Nous y passons l’après-midi, nageant en plein rêve dans des ruelles dont la circulation fluide fait presque oublier le raz-de-marée humain qui les traverse en permanence. Tout est sujet à l’émerveillement, même cet étrange magasin appelé Condom Land que je vous laisse vous représenter.

Nous mangeons en milieu d’après-midi puis repassons à l’hôtel souffler un moment. Nous ressortons brièvement le temps de quelques parties de billard mais ne nous couchons pas tard, terrassés cette fois-ci par le jetlag et les excès consentis la veille.

Au matin du 3ème jour, nous quittons l’hôtel pour nous rendre dans la superbe région d’Hakone. Malheureusement, le prix de l’expédition tue notre beau projet dans l’oeuf.

Nous allons donc déjeuner à Yoyogi Park, un havre de verdure et de calme situé à quelques minutes des quartiers chauds. Une véritable bénédiction pour qui souhaite échapper momentanément à l’effervescence bouillonnante de la capitale.

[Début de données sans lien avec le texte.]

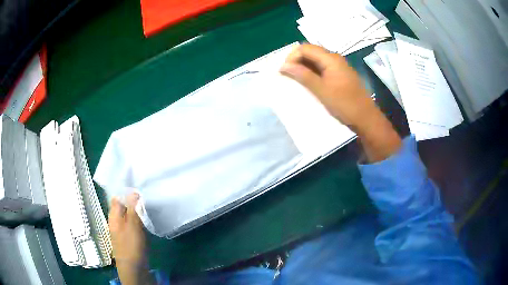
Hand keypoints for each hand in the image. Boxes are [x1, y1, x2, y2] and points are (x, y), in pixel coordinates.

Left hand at [109, 193, 153, 284]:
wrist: (133, 267)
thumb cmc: (131, 246)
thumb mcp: (132, 226)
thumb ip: (133, 209)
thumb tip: (134, 192)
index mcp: (113, 215)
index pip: (117, 197)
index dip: (125, 191)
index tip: (137, 186)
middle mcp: (116, 220)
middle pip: (123, 205)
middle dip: (132, 199)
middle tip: (145, 194)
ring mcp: (122, 228)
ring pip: (128, 214)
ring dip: (136, 209)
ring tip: (147, 203)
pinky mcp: (129, 235)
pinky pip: (133, 222)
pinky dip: (138, 218)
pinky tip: (145, 217)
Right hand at [280, 44, 401, 161]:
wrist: (365, 118)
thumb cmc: (344, 104)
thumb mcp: (321, 90)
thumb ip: (302, 75)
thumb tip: (283, 66)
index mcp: (330, 58)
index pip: (305, 48)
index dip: (292, 57)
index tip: (285, 72)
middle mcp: (334, 58)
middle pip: (310, 52)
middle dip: (296, 61)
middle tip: (289, 76)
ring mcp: (338, 66)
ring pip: (315, 60)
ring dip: (303, 67)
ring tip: (296, 81)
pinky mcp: (339, 75)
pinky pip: (321, 68)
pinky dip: (312, 73)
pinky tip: (308, 83)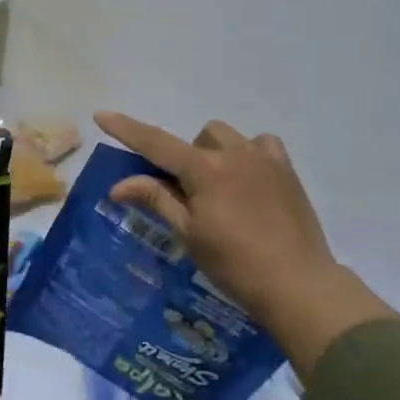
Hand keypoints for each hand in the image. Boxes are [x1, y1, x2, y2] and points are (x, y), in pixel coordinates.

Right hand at [94, 112, 396, 376]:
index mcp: (205, 170)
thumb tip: (118, 185)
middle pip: (198, 136)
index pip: (156, 143)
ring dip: (215, 153)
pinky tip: (250, 181)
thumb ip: (156, 199)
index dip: (127, 129)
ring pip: (229, 137)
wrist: (298, 284)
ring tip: (219, 188)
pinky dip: (249, 155)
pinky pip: (262, 145)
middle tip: (187, 193)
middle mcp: (235, 154)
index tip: (102, 114)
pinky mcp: (288, 171)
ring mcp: (265, 159)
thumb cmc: (234, 264)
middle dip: (187, 157)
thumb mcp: (189, 233)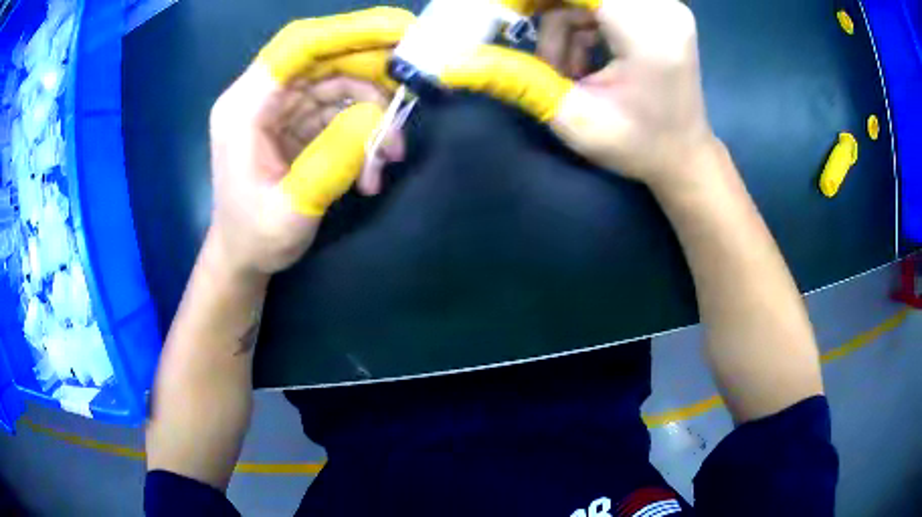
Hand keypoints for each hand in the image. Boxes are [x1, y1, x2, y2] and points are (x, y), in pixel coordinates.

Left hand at [206, 8, 413, 276]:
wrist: (243, 255)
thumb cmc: (255, 238)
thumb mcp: (291, 212)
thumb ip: (331, 163)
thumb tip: (376, 118)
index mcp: (244, 108)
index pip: (297, 46)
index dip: (349, 31)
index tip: (401, 30)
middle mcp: (261, 96)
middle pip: (325, 57)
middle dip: (373, 70)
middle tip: (414, 88)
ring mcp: (281, 106)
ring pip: (339, 81)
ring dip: (374, 110)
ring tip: (389, 154)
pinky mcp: (297, 119)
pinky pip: (339, 106)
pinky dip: (364, 128)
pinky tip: (373, 164)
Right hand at [440, 0, 718, 196]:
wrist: (684, 156)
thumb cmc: (637, 146)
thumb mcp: (572, 117)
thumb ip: (516, 79)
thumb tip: (453, 63)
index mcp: (648, 31)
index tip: (501, 12)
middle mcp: (662, 7)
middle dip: (541, 7)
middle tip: (515, 29)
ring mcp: (663, 6)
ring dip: (559, 22)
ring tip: (560, 69)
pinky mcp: (659, 9)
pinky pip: (601, 2)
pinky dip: (578, 24)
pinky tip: (579, 59)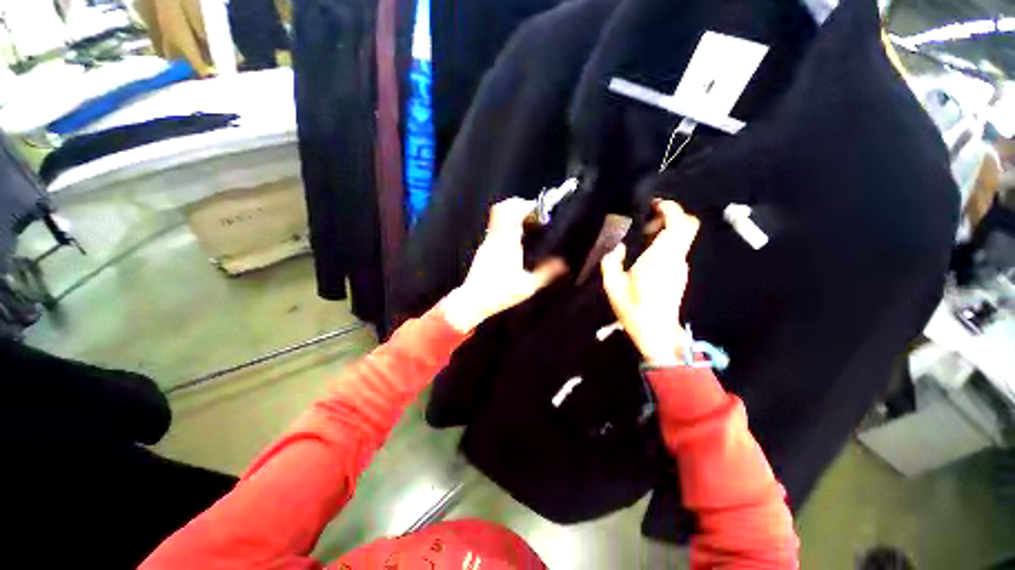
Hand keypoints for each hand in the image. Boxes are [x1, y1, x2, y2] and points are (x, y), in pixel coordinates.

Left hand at [441, 198, 567, 331]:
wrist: (473, 300)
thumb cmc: (501, 292)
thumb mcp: (528, 286)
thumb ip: (546, 273)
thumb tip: (563, 264)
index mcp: (507, 241)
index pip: (513, 211)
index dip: (527, 206)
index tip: (540, 211)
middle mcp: (495, 237)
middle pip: (502, 208)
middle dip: (519, 205)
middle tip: (534, 214)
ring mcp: (487, 242)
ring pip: (497, 216)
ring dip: (511, 214)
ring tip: (527, 225)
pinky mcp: (483, 249)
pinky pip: (495, 227)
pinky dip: (506, 225)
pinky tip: (516, 239)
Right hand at [600, 200, 699, 365]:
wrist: (656, 331)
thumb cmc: (633, 307)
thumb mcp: (613, 284)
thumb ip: (612, 260)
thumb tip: (617, 247)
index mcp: (661, 257)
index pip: (679, 223)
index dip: (670, 208)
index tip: (654, 205)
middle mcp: (676, 258)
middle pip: (687, 226)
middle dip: (670, 217)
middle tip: (647, 222)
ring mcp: (680, 267)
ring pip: (682, 238)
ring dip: (665, 231)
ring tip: (642, 238)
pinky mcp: (679, 274)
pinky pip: (677, 250)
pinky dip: (665, 243)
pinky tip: (647, 254)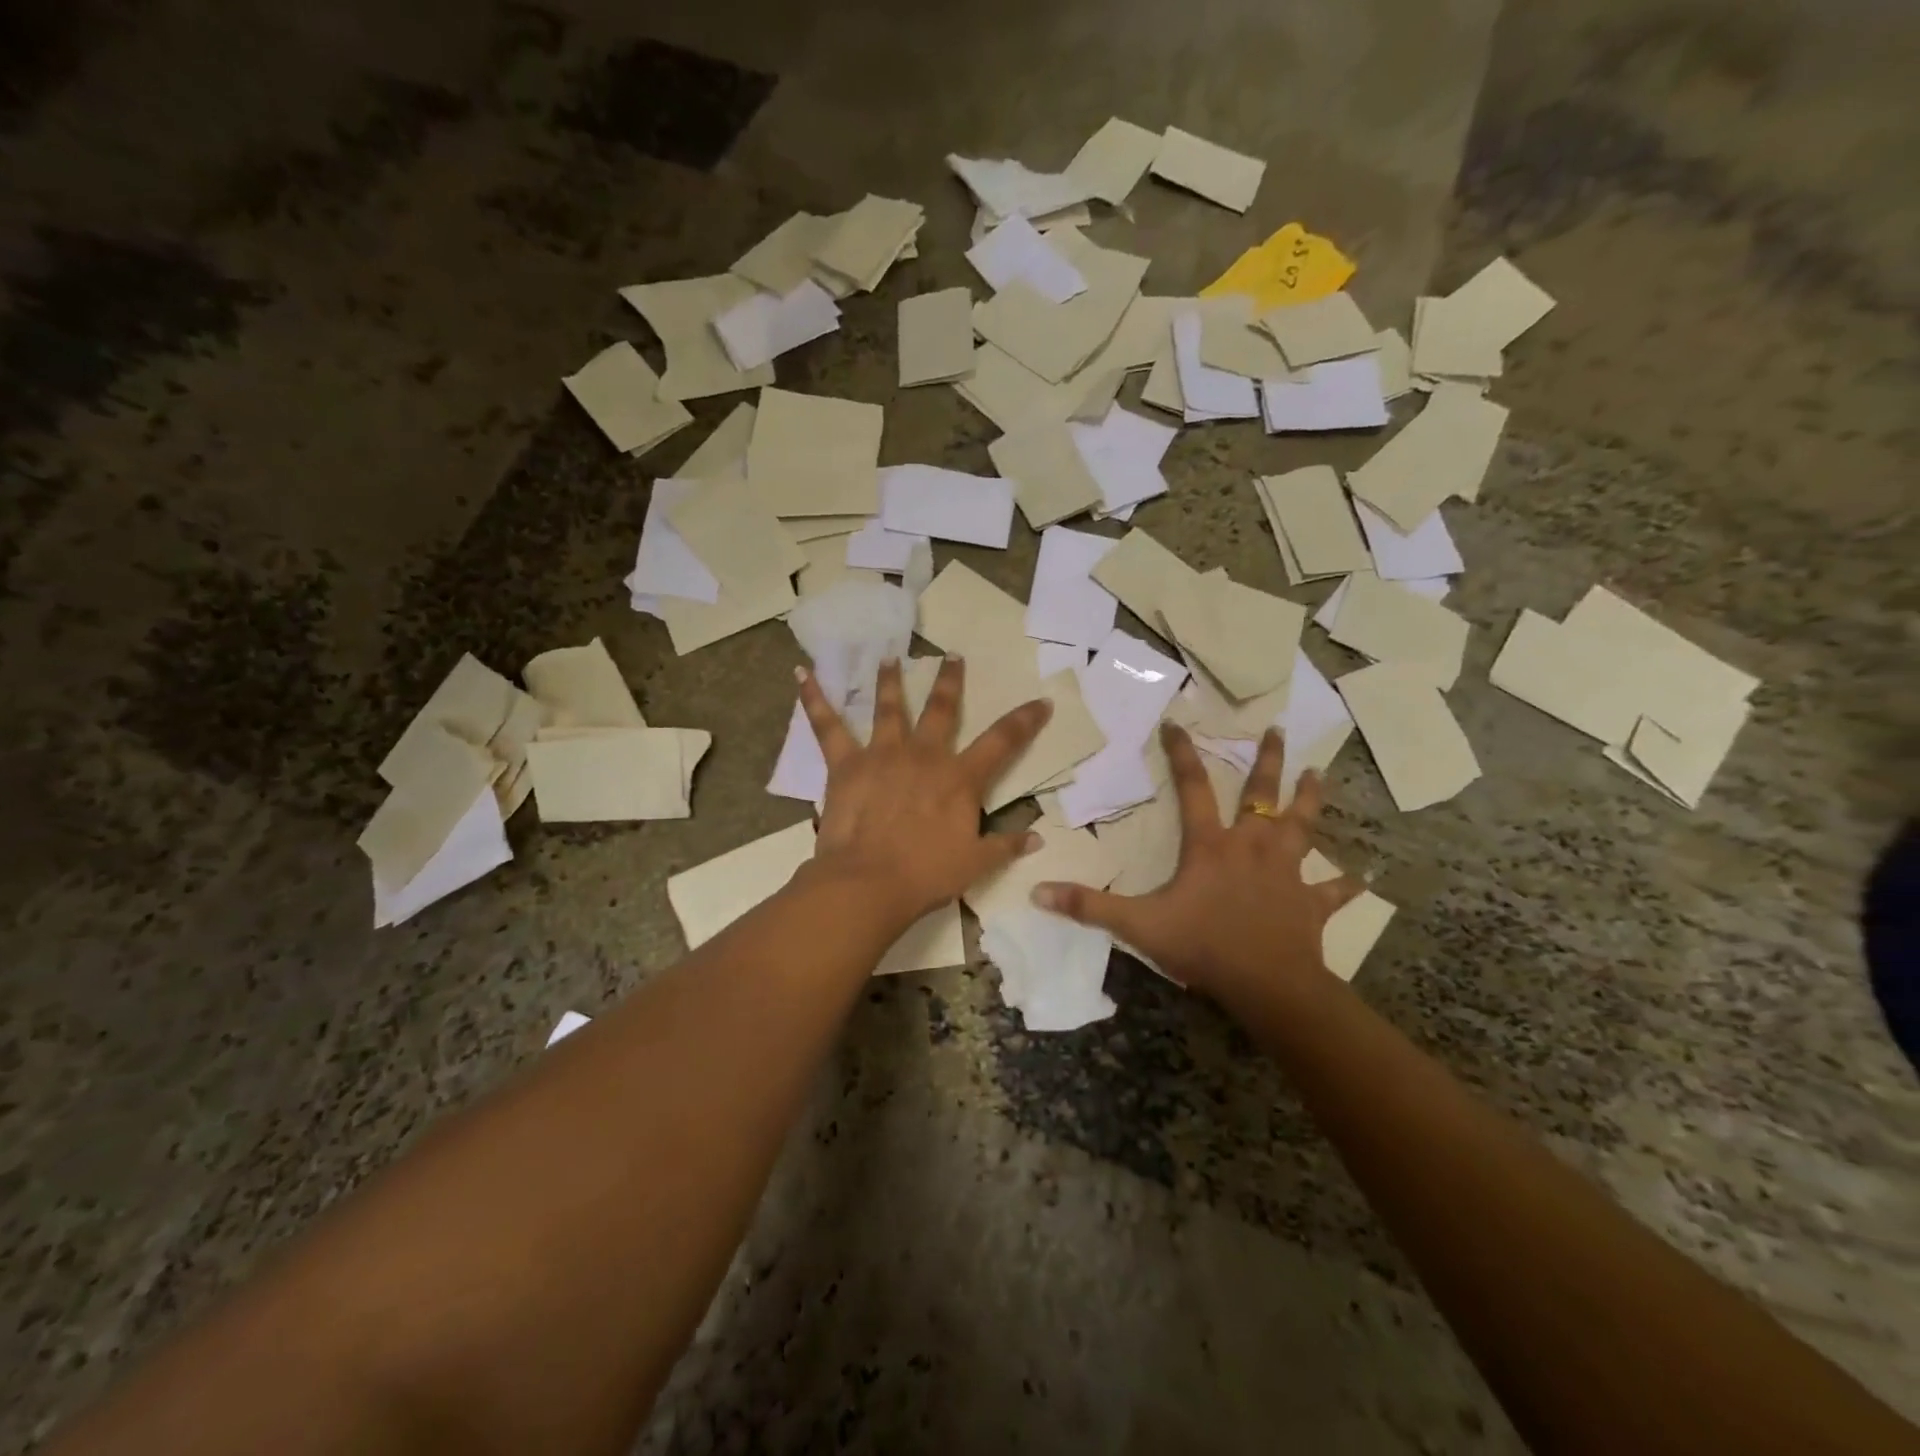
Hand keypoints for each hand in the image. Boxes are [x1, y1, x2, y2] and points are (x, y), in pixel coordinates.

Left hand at [796, 657, 1050, 926]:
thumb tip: (1038, 838)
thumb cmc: (926, 874)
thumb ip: (1006, 846)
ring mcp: (883, 754)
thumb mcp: (976, 864)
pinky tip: (802, 674)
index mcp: (960, 778)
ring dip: (890, 680)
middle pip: (941, 709)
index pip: (1002, 741)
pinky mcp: (846, 763)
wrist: (868, 882)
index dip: (1025, 720)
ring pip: (889, 707)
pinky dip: (814, 699)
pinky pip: (827, 726)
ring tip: (889, 657)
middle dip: (950, 681)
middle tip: (953, 656)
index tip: (1041, 701)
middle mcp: (924, 755)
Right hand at [1034, 723, 1361, 1004]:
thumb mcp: (1139, 925)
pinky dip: (1346, 884)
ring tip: (1320, 773)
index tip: (1177, 723)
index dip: (1182, 754)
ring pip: (1303, 826)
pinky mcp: (1310, 903)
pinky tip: (1364, 877)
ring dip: (1311, 800)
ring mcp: (1287, 873)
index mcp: (1211, 846)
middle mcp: (1252, 847)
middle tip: (1277, 730)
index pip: (1193, 788)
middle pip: (1262, 795)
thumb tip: (1038, 892)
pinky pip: (1332, 890)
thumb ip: (1089, 906)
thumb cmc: (1204, 946)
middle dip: (1268, 761)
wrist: (1268, 985)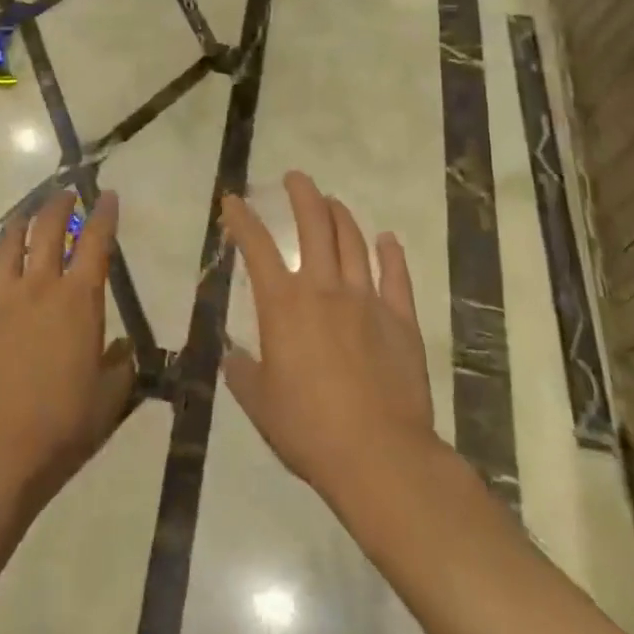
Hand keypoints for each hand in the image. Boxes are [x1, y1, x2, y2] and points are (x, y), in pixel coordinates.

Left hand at [0, 189, 135, 517]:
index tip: (108, 196)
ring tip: (27, 219)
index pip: (96, 241)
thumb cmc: (61, 426)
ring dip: (21, 224)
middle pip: (48, 228)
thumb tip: (124, 348)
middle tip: (65, 194)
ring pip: (9, 244)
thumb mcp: (108, 400)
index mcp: (79, 299)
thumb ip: (121, 367)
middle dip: (59, 204)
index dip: (104, 214)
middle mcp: (38, 285)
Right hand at [222, 171, 436, 512]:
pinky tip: (387, 239)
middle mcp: (323, 288)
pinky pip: (396, 275)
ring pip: (353, 241)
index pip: (256, 247)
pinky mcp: (400, 318)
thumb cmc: (308, 429)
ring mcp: (366, 299)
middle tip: (296, 178)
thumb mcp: (260, 404)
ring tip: (332, 202)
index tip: (233, 201)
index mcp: (283, 304)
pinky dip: (390, 253)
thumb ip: (242, 372)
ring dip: (340, 215)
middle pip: (314, 225)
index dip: (242, 219)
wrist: (378, 455)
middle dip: (302, 195)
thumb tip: (232, 356)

Le temps de boire ensuite une bière au Berliners et nous repassons par l’hôtel. Nous décidons d’aller passer la soirée dans le quartier de Shinjuku, un des autres chaudrons de la ville qui serait merveilleux si le racolage y était moins présent.

En effet, à chaque carrefour se trouve un black qui essaie avec insistance de vous diriger vers un Girls’ Bar – comprenez un bar à putes. Leur acharnement devient rapidement insupportable et j’avoue avoir du mal à garder mon calme.

Nous trouvons néanmoins un restaurant dans lequel nous nous faisons littéralement péter la panse, puis nous décidons d’aller frapper quelques balles de baseball sur un toit – welcome in Tokyo les amis.

Sur le chemin du retour, nous effectuons un dernier arrêt dans un bar. A ma grande surprise, ils ont de la Delirium Tremens! Joie rapidement tempérée par ses 1′300 yen, mais ça valait la peine.

Nous buvons encore deux bières à l’hôtel en discutant avec un sérieux surprenant. Salaires, sécurité, immigration, tout y passe. Aurait-on l’alcool intelligent au Japon? Une hypothèse qui ne tiendra pas longtemps.

Nous entamons le 4ème jour par une longue marche dans les quartiers de Marunouchi et Nihombaki, centre névralgique du monde des affaires à Tokyo. Les buildings sont proprement insensés, tant par leurs formes que par leurs proportions.

Nous nous rendons ensuite dans le quartier historique d’Asakusa, où nous admirons notamment l’une des plus grandes pagodes du monde culminant à 54 mètres. Plutôt impressionnant.

En rentrant à l’hôtel, nous nous arrêtons à Harajuku, quartier réputé pour accueillir le summum de l’excentricité déployée par la jeunesse nipponne.

Concrètement, il s’agit une rue étroite de quelques centaines de mètres bordée de part et d’autres de magasins en tous genres – principalement des fringues cela dit. On avance avec peine à travers une foule incroyablement dense, mais le spectacle est tel que le temps n’a plus d’importance.

Michael et moi comptons plus de 60 créatures de rêve d’une extrémité à l’autre, et je suis sûr que certaines étaient si belles qu’elles nous en ont fait rater d’autres.

Et à ceux qui diront que c’est du voyeurisme, je donnerai raison sans éprouver un atome de mauvaise conscience.

Je défie n’importe quel homme, et un certain nombre de femmes, de passer deux semaines au Japon et de nier à son retour avoir passé plus de 5 minutes sans sentir ses globes oculaires faire un saut périlleux dans leurs orbites. C’est pas humain, point barre.

Nous finissons la soirée au bar Hub du premier soir. Nous tombons inopinément en pleine soirée baseball, sport dont les Japonais sont inconditionnellement amoureux, et assistons à la victoire de l’équipe locale dans une explosion de joie assourdissante.

Nous nous mettons au lit de bonne heure car nous voulons nous lever tôt le lendemain. Nous ne passons qu’une seule nuit à Hiroshima, et nous devons y arriver tôt si nous voulons en profiter un minimum.

Quoi qu’il en soit, ce voyage m’a déjà arraché à mon quotidien avec une netteté époustouflante.

Je me trouve au coeur d’un typhon culturel, sensoriel et spirituel dont je ne ressortirai que deux semaines plus tard.